Influencia de la publicidad en trastornos de vigorexia (II)

Hace unos días hablábamos de cómo los nuevos estereotipos masculinos publicitarios estaban influyendo en la propagación de un trastorno de aparición reciente conocido como vigorexia o complejo de Adonis. Si buscamos la raíz del problema tenemos que mirar hacia una equiparación de la figura masculina como reclamo publicitario respecto del uso tradicional de la imagen femenina que tantas veces ha servido de instrumento para los creativos.
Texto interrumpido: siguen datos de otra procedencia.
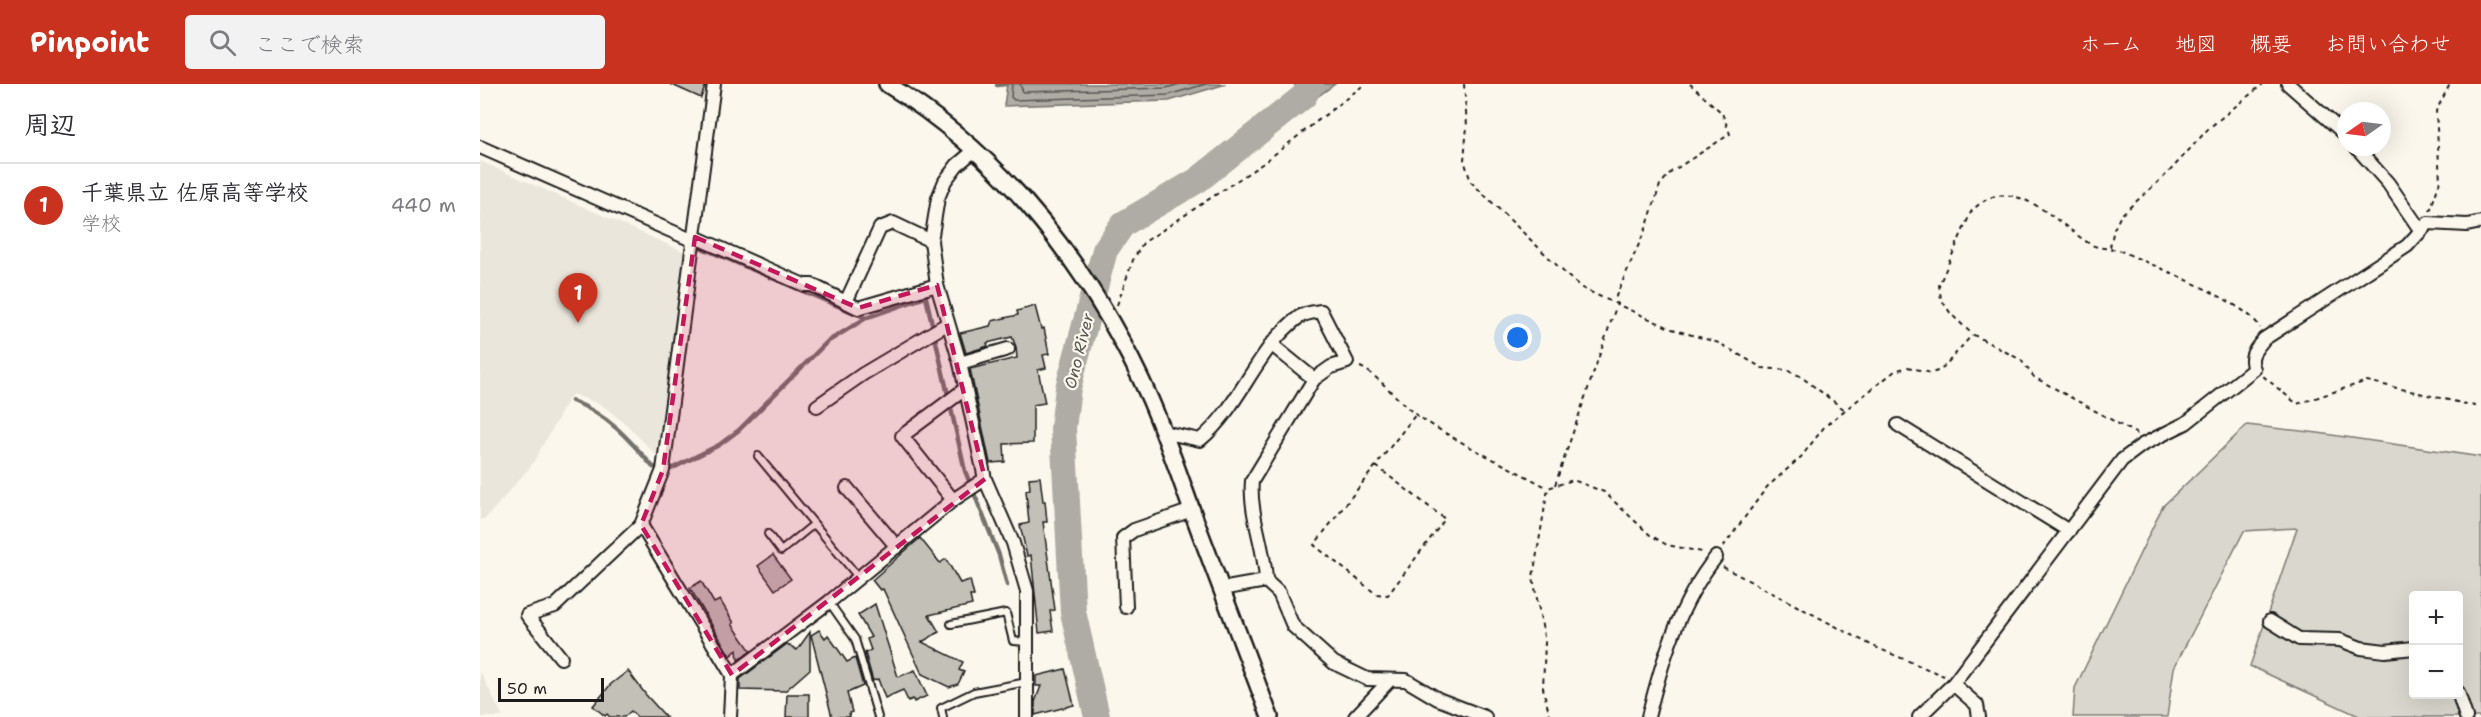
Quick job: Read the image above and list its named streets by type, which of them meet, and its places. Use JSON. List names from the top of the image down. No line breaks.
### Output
{"water":["Ono River"],"scale_bar":"50 m","north":"left","page":{"header":"Pinpoint","search":"ここで検索","nav":["ホーム","地図","概要","お問い合わせ"],"heading":"周辺","list":[{"mark":"1","name":"千葉県立 佐原高等学校","note":"学校","value":"440 m"}],"pins":"1","map_buttons":["+","−"],"scale":"50 m"}}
“La equidad de género que se produce en la publicidad al convertir el cuerpo masculino en objeto de consumo ha llevado a que los hombres se preocupen cada vez más por todo lo relacionado con la estética corporal y que también busquen identificarse con determinados patrones idealizados de belleza […] Las agencias de publicidad, con el beneplácito de una sociedad ligeramente permisiva y sin el rechazo de ningún grupo social (como en el caso de las mujeres,  el feminismo) que se oponga a la utilización sexual del cuerpo masculino, se han lanzado de lleno a mostrar cuerpos ideales de hombres casi o totalmente desnudos (Montesinos, 2002; Fanjul, 2008)”

¿Por qué se produce este culto al cuerpo en publicidad? La respuesta es sencilla: la publicidad es un reflejo del comportamiento de la sociedad (tal y como hemos argumentado en anteriores artículos) y, en la actual, prima lo visual y sobretodo lo bello sobre otros valores y representaciones. Esta es una actitud propia de una sociedad consumista como en la que vivimos, en la cual el consumo no se limita a bienes o servicios, sino que también se extiende a las imágenes. “En una sociedad como la consumista ya no es suficiente valorar el ser y reivindicar con palabras la pluralidad de actitudes, sino que dicho ser y dicha pluralidad hay que manifestarlos directamente a través del comportamiento y, sobre todo, a través de la imagen. La publicidad ofrece al consumidor modelos momentáneos de identificación y proyección, es decir, continuamente le está proponiendo un sistema de modelos simbólicos a través del cual pueda satisfacer tanto el deseo de inscribirse en un conjunto social como la tentación de la metamorfosis (el cambio para el triunfo)” (Maciá, 2000; Pérez Gauli, 2000)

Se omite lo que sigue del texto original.